3. The main cause of malnutrition is poverty.

4. Progress on any of these issues is unlikely without strong support for women, in both productive and reproductive roles.

5. Women must be integrated into the decision-making process in all areas of development.
The debate over how many people the Earth's limited land and water supplies can support has been raging at least since Thomas Malthus asserted that increases in human numbers would eventually outstrip food supply and precipitate the collapse of society. Malthus's theory was overtaken by quantum leaps in agricultural technology which have kept food production ahead of population growth. Advances in irrigation, pesticides, herbicides and fertilizers; genetically superior, disease-resistant, high-yielding crops, and improved farming techniques have allowed farmers to increase both the acreage under food crops and the yield from a given amount of land. Larger and more efficient fishing vessels have increased wild fish catches, and farming has increased production of inshore seafood. Between 1960 and 1991 global food production outpaced population growth. While world population climbed from 3.1 billion in the 1960s to 5.7 billion in 1995, per capita food production grew from the equivalent of 2,300 to 2,700 calories a day.

But overall increases in food production have not always translated into more food for the poor. Large-scale production and modern techniques have lowered the price of food--but cheaper food for consumers means lower prices for producers. In high-income countries, even elaborate price-support schemes have not squared this circle, and there is an endemic problem of surplus. Low-income countries on the other hand are finding that modern farming calls for modern inputs, which small farmers cannot always afford, especially in a time of falling prices. FAO has identified 88 "food deficit" countries which can neither feed themselves nor afford the imports they need.

The result has been to drive farm families from the land, and in some countries to reduce the land available for subsistence farming even as rural populations are growing. In a number of the poorer countries in Asia and Africa new techniques have made little impact on food crops, and population growth in the 1980s actually outpaced food production. At the same time, small fishing communities have found their livelihoods undercut by commercial fisheries.

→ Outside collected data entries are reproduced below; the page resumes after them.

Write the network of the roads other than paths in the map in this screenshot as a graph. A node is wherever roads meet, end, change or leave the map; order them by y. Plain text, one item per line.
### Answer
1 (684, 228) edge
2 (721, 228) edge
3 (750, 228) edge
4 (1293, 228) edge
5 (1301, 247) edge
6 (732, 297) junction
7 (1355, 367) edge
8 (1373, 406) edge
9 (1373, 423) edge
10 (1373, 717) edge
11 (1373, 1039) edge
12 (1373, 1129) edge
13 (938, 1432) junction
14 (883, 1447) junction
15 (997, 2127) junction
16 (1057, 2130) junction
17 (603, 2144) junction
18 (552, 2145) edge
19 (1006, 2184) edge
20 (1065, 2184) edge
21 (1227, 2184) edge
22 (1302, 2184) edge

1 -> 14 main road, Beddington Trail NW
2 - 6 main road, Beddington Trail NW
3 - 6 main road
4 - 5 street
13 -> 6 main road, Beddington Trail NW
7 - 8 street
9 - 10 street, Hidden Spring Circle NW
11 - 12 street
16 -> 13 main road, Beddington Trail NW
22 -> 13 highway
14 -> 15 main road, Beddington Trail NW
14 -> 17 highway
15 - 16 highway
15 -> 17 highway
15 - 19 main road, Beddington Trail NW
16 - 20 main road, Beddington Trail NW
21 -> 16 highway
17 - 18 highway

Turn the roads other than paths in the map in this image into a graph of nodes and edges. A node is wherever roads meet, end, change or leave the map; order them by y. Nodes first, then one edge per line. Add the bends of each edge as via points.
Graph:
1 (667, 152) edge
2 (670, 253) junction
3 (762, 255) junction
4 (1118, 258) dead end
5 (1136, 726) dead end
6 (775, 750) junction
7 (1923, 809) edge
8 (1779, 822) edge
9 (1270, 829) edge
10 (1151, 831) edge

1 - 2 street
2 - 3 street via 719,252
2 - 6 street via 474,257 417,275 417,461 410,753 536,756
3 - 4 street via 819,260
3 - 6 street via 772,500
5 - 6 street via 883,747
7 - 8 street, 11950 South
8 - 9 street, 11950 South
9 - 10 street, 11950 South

More people are being fed adequately today than ever before: but it is also true that the numbers of the poor and malnourished have risen. Some observers are now concerned that the cycle of increasing outputs and lower food prices may be over, warning that because of population growth, increased consumption and environmental damage the world is headed for absolute food shortage. Their arguments are countered by optimists who insist that the Earth's capacity to produce food is essentially unlimited, given human ingenuity and constant advances in technology.

There is a third point of view, which would place less emphasis on global and long-term considerations and more on the present needs and future capabilities of individual women and men. Many small-scale food producers, and a disproportionate number of the world's poor, are women. Providing them with access to credit, markets and technical advice, as well as education and health care, could both improve the food supply of the world's poorest people and help them escape from poverty. The International Conference on Population and Development and successive international meetings have added that the best prospect for slowing and eventually stabilizing population growth is to put decision-making power in the hands of women.